The NICE quality standards set out clear criteria for commissioners of services, and the use of the CQUIN payment framework enables commissioners to reward quality improvements. The NICE quality standards and best practice guidelines such as those from the Renal Association provide a useful guide to areas of focus for improvement. Consistent data collection and sharing between providers and commissioners, through the national Renal Dataset, offers an established set of metrics on which to base assessments of performance. Similarly, the Quality and Outcomes Framework (QOF) provides a set of financial incentives for general practices to carry out certain activities which promote consistency and equity of care. Since 2006, through the QOF, GPs have been paid partly on the basis of how well they identify patients with chronic kidney disease and how well they manage their care.
In secondary care, the use of CQUIN and other financial levers, such as best practice tariffs for haemodialysis and multi-professional clinics, are incentivising best practice and discouraging avoidable variation in care. This will not only lead to improvements in the care provided, but will also have implications for how secondary care services work with primary care, driving improvements across the patients’ pathways. For example, providers who are referred patients who require acute dialysis will not be able to offer this through arteriovenous fistula or graft as these can take up to six months to establish. This means that they will be unable to meet the requirements of the best practice tariff, creating a strong incentive to work closely with primary care colleagues to ensure that appropriate referrals are made in a timely manner.

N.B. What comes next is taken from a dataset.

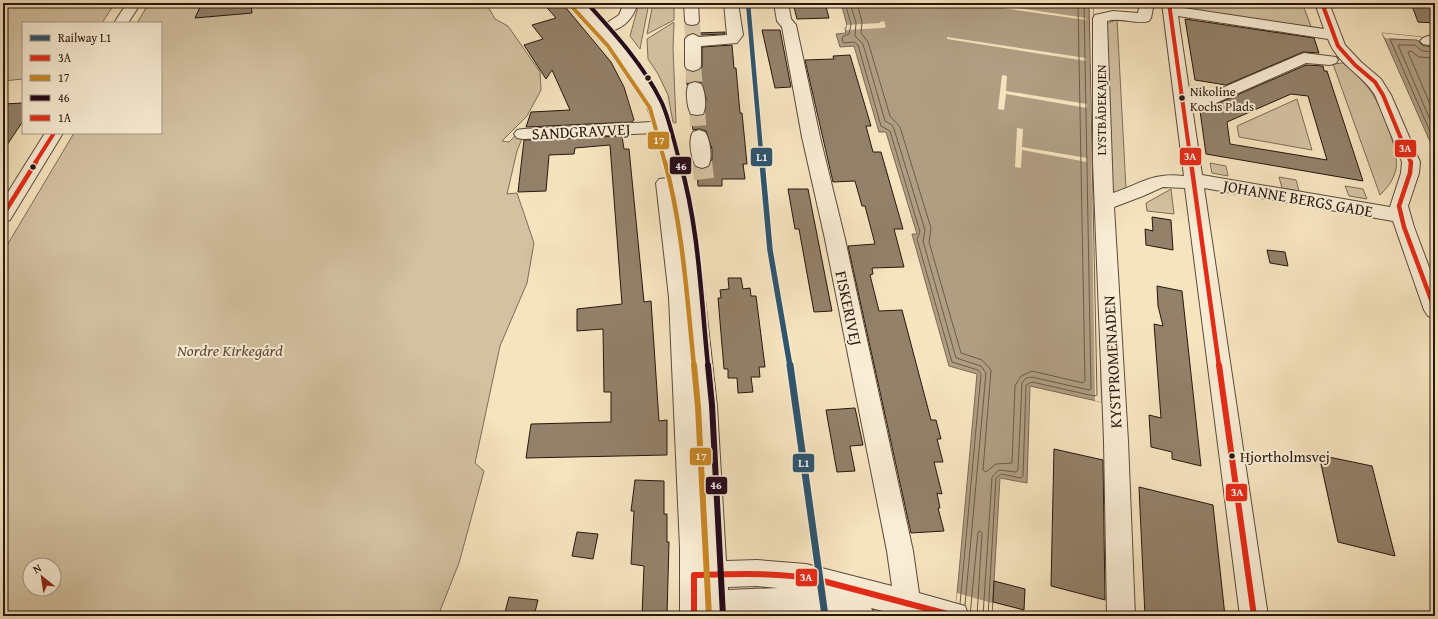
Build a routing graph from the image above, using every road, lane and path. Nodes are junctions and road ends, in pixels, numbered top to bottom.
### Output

Early detection is essential in establishing a proactive plan of care, the aim of which is to reduce the impact of CKD on a patient’s life and to minimise the risks of the patient’s condition suddenly deteriorating into a crisis. This is costly both for the patient and for the health service. All people identified with CKD should be referred to an integrated vascular risk clinic and offered appropriate investigations, including renal ultrasound and immunological tests, to come to a timely diagnosis of the cause of CKD, with referrals to a nephrologist where indicated by the clinical guidelines. Care plans should be developed in partnership between the patient and the integrated team. Self-management should be encouraged and facilitated. Named providers involved in the patient’s care should be listed, along with their responsibilities, and these may include nephrologists, dietitians, physiotherapists, nurse specialists, psychologists and social workers. Care planning requires the patient’s participation in decision making about his or her own health and care. The aim is to make decisions informed by the best available evidence and consistent with the patient’s views on what is important. This often requires ongoing discussions between healthcare professionals, the patient and the patient’s family. Evidence shows that involvement in care planning improves patients’ ability to self-care, improves concordance with treatment plans and improves their overall health outcomes. For patients referred to secondary care, an increased use of multi-professional clinics will encourage this to happen from the outset, and the care plan will be shared with the patient’s GP and community team so that care can be continuous across different providers.